There are numerous reasons why Yum Brands is an excellent growth pick at present. We have highlighted three crucial factors that make this stock an attractive choice:
Earnings Growth: A Key Indicator of Strong Prospects
Earnings growth is arguably the most important factor in growth investing, as stocks exhibiting exceptionally surging profit levels tend to attract significant attention from investors. For growth investors, double-digit earnings growth is definitely preferable and often serves as an indication of strong prospects (and stock price gains) for the company under consideration.
While Yum’s historical EPS growth rate stands at 9.9%, investors should focus on the projected growth. The company’s EPS is expected to grow 9.7% this year, surpassing the industry average, which calls for EPS growth of 6.6%. This impressive earnings growth will undoubtedly contribute significantly to the company’s overall performance.
Asset Utilization Ratio: A Crucial Indicator in Growth Investing
Asset utilization ratio, also known as sales-to-total-assets (S/TA) ratio, is often overlooked by investors but plays a significant role in growth investing. This metric showcases how efficiently a firm is utilizing its assets to generate sales. Right now, Yum has an S/TA ratio of 1.18, indicating that the company gets $1.18 in sales for each dollar in assets.

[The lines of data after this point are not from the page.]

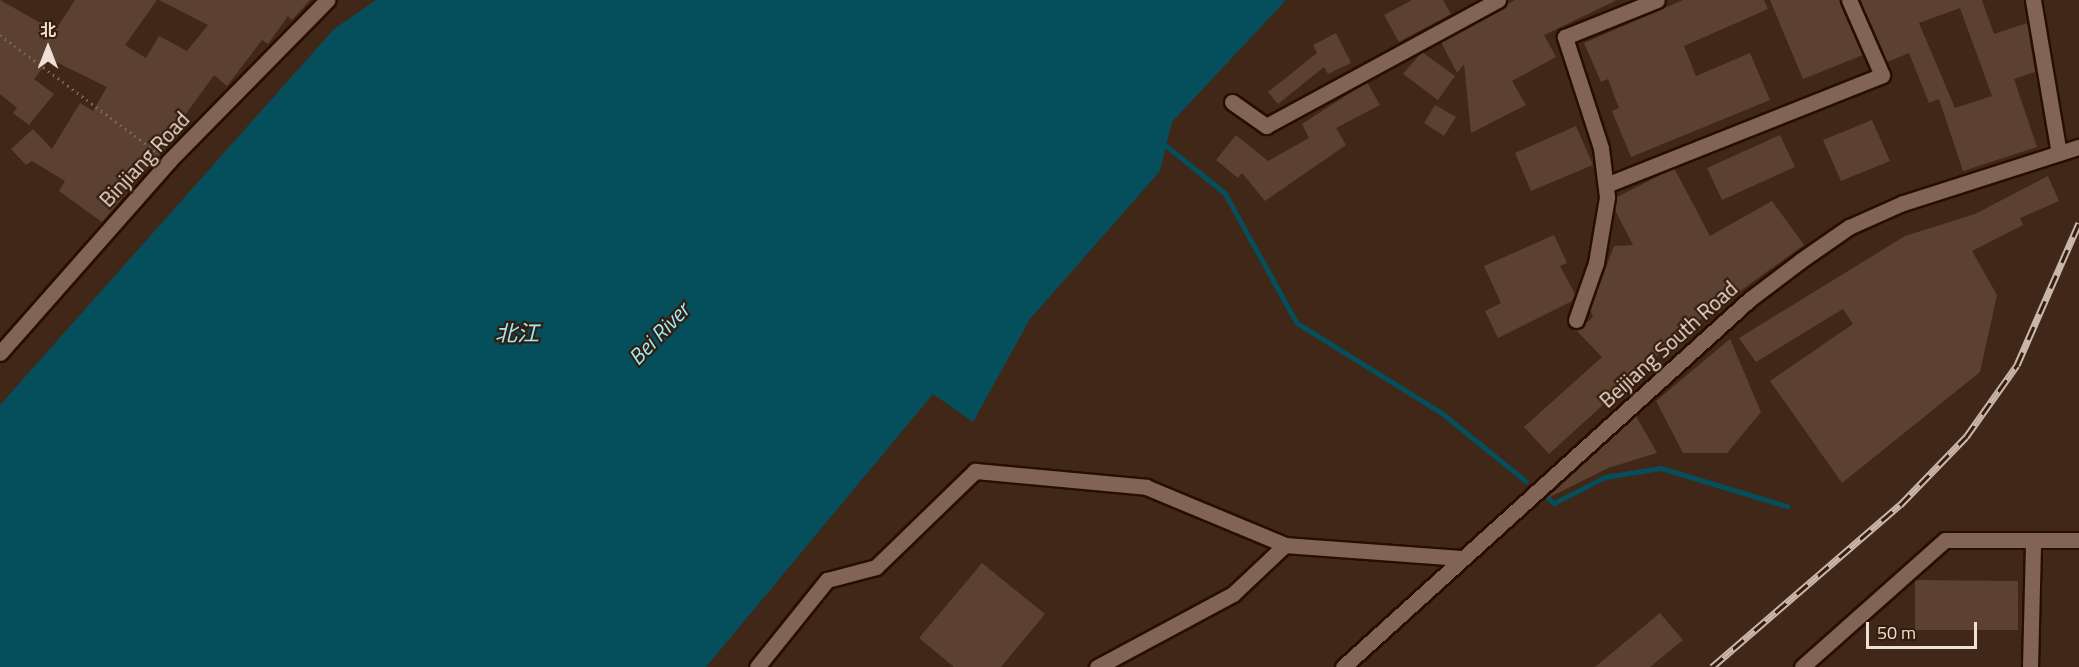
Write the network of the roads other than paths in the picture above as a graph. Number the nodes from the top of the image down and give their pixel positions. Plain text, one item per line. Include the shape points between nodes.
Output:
1 (327, 0) edge
2 (1498, 0) edge
3 (1657, 0) edge
4 (1849, 0) edge
5 (2033, 0) edge
6 (1232, 102) dead end
7 (2079, 147) edge
8 (2059, 153) junction
9 (1606, 185) junction
10 (1576, 320) dead end
11 (0, 353) edge
12 (2033, 540) junction
13 (2079, 540) edge
14 (1285, 544) junction
15 (1461, 558) junction
16 (757, 667) edge
17 (1097, 667) edge
18 (1343, 667) edge
19 (1802, 667) edge
20 (2031, 667) edge

1 - 11 street, Binjiang Road via 169,161
2 - 6 street via 1266,126
3 - 9 street via 1565,37 1601,148
4 - 9 street via 1881,75
5 - 8 street
7 - 8 street, Beijiang South Road
8 - 15 street, Beijiang South Road via 1903,203 1849,227 1750,299
9 - 10 street via 1596,263
12 - 13 street
12 - 19 street via 1945,540
12 - 20 street
14 - 15 street
14 - 16 street via 1146,487 975,471 876,567 827,580
14 - 17 street via 1233,594
15 - 18 street, Beijiang South Road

Comparing this to the industry average of 0.97, it can be stated that the company is more efficient. While the level of efficiency in generating sales matters a lot, so does the sales growth of a company. Fortunately, Yum is well-positioned from a sales growth perspective as well. The company’s sales are expected to grow 6.8% this year versus the industry average of 2.5%.
Promising Earnings Estimate Revisions: A Positive Trend
Superiority of a stock in terms of the metrics outlined above can be further validated by examining the trend in earnings estimate revisions. A positive trend is, of course, favorable here. Empirical research has demonstrated that there is a strong correlation between trends in earnings estimate revisions and near-term stock price movements.
The current-year earnings estimates for Yum have been revising upward. The Zacks Consensus Estimate for the current year has surged 0.1% over the past month. This positive trend in earnings estimate revisions serves as further evidence of the company’s strong prospects.
Conclusion
Yum Brands has not only earned a Growth Score of A based on various factors, including those discussed above, but it also carries a Zacks Rank #2 due to the positive earnings estimate revisions. This combination indicates that Yum is a potential outperformer and a solid choice for growth investors.